Building peace in the minds of men and women

Category 2 Institutes and Centres under the auspices of UNESCO

Category 2 institutes and centres under the auspices of UNESCO are a global network of institutions of excellence in the Organization’s domains of competence. Given their expertise, these institutes and centres contribute to the implementation of UNESCO’s strategic priorities, programmes, and global development agendas, through international and regional cooperation, research, knowledge production, policy advice, and capacity development.

Though independent of UNESCO, category 2 institutes and centres are a privileged partner of the Organization with access to UNESCO’s logo and international and intergovernmental bodies and networks, and may leverage UNESCO’s international reach and convening powers. Category 2 institutes and centres under the auspices of UNESCO are an integral part of the Organization’s Comprehensive Partnership Strategy.

List of Category 2 Institutes and Centres (C2Cs) by UNESCO fields of competence:

At its 40th session (November 2019) UNESCO’s General Conference adopted 40 C/Resolution 99 by which it approved a new “Strategy for Category 2 Institutes and Centres under the auspices of UNESCO”, also referred to as the “2019 Strategy” (document 40 C/79), which supersedes all relevant prior resolutions by the General Conference on the subject.

Some new features in the 2019 Strategy include:

  • Eligibility of proposals: Only existing institutions with their own legal personality and a proven track record of excellence of at least two years in UNESCO’s fields of competence may be proposed for C2C status. The activities of category 2 institutes and centres must be international or regional in scope and shall contribute to the global development agendas.
  • Timeframe for submission: Proposals for the establishment of new C2Cs may only be submitted to UNESCO by 31 March of the first year of the UNESCO C/5 biennium. Feasibility studies for the establishment of new C2Cs must be completed by 15 March of the second year of the C/5 biennium.
  • Agreement and entry into force: A tripartite agreement should be concluded between UNESCO, the Member State(s) concerned and the institution. Alternatively, depending on the legal requirements of Member States, two bipartite agreements can be concluded. The date of the entry into force of the agreement shall be the date of the signature of the agreement, or alternatively, after an exchange of letters formally notifying that all legal requirements have been fulfilled for the functioning of the Centre. The standard duration of agreements for C2Cs is eight years.
  • Yearly Financial obligations: New Category 2 Centres (or the Member State(s) concerned) shall contribute US$ 1,000 annually to the relevant programme sector to help cover costs incurred by UNESCO in administering and monitoring the C2Cs programme. C2Cs located in least developed countries (LDCs) are exempt from making this contribution.
  • Yearly reporting obligations: All C2Cs must submit by 31 December of each year an annual report on their activities, using the standard reporting format (available on the right, under “Documents”)
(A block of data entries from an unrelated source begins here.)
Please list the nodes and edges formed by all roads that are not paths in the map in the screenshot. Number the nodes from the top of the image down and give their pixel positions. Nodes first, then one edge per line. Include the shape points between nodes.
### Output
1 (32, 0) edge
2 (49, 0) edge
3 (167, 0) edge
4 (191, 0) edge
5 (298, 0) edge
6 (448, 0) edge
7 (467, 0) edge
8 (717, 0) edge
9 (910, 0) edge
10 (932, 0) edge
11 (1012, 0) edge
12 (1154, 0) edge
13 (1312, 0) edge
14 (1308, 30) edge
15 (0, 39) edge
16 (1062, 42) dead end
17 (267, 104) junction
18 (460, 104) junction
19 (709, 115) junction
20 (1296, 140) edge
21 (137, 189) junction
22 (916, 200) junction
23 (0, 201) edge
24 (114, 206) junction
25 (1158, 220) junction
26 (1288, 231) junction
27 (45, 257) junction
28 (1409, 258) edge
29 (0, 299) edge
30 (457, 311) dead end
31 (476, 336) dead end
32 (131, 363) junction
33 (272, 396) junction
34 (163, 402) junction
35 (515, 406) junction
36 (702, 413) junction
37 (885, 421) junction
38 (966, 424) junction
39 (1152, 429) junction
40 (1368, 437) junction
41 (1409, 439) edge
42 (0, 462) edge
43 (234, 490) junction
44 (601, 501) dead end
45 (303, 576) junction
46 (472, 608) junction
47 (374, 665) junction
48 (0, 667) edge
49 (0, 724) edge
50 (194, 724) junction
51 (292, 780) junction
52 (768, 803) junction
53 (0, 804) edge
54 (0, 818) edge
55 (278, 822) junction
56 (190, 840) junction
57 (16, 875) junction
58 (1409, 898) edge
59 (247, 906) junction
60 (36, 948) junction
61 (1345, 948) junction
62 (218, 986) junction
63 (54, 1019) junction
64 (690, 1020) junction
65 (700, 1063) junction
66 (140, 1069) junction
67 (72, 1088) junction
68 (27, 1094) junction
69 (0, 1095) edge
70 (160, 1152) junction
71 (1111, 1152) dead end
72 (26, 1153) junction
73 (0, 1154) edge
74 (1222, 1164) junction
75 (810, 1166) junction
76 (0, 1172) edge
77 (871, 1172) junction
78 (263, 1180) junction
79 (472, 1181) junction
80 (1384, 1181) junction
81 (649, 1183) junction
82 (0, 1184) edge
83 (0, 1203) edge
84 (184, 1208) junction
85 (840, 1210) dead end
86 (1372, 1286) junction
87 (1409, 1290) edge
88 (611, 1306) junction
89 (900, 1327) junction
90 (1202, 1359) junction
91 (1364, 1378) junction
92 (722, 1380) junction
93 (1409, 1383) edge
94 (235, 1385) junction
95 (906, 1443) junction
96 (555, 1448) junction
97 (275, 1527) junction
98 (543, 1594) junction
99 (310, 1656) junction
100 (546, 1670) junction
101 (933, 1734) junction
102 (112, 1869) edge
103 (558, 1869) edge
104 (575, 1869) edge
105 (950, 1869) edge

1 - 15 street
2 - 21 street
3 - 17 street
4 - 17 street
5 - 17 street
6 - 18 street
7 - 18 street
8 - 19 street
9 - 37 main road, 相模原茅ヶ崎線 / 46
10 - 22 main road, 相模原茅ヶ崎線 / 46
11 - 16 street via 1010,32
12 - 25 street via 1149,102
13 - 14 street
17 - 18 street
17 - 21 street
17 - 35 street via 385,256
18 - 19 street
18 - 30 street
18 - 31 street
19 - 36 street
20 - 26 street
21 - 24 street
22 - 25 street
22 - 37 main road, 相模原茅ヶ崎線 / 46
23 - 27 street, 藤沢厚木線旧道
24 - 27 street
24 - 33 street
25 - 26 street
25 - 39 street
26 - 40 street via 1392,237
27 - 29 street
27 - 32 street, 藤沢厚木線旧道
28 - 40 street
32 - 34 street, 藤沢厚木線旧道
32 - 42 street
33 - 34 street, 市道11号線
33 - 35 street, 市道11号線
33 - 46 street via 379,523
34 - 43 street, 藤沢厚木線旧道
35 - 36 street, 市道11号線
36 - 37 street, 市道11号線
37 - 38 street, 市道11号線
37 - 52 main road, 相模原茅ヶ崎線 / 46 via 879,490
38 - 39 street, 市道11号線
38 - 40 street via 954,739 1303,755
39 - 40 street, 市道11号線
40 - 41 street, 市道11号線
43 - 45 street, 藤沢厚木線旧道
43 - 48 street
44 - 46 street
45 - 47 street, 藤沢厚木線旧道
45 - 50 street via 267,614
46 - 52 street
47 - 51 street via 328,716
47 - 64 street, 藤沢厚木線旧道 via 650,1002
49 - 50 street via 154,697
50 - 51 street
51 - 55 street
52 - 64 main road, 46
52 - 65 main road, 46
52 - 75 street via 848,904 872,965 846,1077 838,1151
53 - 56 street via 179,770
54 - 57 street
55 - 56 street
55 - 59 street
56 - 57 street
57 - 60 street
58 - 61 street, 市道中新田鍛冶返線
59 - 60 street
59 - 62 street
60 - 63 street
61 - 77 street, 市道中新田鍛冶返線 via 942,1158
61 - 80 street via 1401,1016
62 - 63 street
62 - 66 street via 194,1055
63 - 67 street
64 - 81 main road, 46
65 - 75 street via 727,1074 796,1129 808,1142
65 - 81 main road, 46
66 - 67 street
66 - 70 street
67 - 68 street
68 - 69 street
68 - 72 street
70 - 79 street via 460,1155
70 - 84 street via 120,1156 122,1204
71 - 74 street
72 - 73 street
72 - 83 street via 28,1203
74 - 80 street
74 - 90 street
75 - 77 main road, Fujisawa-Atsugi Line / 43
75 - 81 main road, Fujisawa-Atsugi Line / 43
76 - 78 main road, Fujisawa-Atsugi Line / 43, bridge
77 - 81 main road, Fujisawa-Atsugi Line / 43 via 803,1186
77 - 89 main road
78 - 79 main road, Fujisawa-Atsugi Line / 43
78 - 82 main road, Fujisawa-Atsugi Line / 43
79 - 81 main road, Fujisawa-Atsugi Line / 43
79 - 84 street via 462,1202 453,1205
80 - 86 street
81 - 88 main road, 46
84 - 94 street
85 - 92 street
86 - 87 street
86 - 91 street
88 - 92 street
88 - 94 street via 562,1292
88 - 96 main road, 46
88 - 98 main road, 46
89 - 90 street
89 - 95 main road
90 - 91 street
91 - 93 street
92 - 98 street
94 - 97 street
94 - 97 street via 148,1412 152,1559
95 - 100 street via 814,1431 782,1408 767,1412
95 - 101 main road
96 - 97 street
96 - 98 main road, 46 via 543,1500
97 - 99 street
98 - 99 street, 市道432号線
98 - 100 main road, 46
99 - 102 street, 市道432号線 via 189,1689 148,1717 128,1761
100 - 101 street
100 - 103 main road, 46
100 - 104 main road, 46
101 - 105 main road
All relevant documents, guidelines and templates are accessible via the hyperlinks provided on the right-hand side of this pageThe templates are provided in pdf format, only for information.

Transitional provisions for the renewal of existing C2Cs:

In order to enhance the alignment of existing and operational category 2 institutes and centres to the 2019 Strategy and vision, the following principles will apply:

  1. C2Cs whose renewal processes have started prior to the decision of the 40th session of the General Conference on the 2019 Strategy will have their agreements renewed according to the 2013 Strategy.
  2. C2Cs whose renewal process is launched after the 40th session of the General Conference will have their agreements renewed in accordance with the 2019 Strategy, as adopted by the General Conference.